### [Supplied material]
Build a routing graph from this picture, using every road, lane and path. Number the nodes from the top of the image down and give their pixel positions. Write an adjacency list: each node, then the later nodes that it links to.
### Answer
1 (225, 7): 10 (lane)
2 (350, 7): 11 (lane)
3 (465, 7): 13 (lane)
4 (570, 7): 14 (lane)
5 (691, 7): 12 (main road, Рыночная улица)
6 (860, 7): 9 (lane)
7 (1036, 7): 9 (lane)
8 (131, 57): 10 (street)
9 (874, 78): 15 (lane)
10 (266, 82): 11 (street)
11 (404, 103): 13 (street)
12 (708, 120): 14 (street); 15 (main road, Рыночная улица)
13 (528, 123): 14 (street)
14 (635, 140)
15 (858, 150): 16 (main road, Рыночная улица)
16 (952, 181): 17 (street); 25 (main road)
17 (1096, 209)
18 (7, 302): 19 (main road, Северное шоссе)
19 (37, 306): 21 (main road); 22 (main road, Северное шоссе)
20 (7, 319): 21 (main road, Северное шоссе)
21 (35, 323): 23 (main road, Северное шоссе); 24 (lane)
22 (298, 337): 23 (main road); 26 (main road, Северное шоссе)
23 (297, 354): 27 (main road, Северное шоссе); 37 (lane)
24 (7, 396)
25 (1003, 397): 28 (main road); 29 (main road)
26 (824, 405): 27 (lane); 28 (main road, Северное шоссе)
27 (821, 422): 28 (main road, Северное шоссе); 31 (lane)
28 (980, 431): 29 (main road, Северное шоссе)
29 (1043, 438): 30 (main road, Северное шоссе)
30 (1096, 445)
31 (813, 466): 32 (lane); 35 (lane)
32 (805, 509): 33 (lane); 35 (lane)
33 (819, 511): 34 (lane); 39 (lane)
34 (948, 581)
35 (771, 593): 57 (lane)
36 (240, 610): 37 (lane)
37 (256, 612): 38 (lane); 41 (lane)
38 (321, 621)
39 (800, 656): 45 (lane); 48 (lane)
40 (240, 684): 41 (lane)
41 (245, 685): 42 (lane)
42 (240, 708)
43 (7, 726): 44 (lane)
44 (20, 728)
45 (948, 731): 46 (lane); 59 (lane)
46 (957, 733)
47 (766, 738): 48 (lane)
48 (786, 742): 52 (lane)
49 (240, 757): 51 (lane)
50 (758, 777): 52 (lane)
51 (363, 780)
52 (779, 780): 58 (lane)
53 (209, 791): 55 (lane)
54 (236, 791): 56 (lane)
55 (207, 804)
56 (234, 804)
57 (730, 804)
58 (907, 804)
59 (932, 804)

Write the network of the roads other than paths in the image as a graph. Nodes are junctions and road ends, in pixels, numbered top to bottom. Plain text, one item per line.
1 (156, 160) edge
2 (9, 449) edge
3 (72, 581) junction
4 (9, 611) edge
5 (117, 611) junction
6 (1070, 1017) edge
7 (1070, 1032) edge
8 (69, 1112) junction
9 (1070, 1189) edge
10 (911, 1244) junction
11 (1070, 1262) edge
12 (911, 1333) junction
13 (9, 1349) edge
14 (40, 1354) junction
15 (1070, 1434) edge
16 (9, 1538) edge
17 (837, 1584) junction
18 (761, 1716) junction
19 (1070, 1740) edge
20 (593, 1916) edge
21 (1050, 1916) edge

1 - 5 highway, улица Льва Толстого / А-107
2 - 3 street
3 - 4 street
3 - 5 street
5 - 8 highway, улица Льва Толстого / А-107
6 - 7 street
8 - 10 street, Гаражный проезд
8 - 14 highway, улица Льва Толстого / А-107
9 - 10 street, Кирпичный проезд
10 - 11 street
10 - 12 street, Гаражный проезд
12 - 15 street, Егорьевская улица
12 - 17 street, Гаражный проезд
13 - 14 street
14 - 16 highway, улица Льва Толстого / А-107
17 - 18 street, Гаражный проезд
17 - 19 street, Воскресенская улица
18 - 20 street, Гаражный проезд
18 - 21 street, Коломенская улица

### [Exercise objective]
State how many lines in the listing above contain "image". Nothing else is needed.

### [Answer to this exercise]
2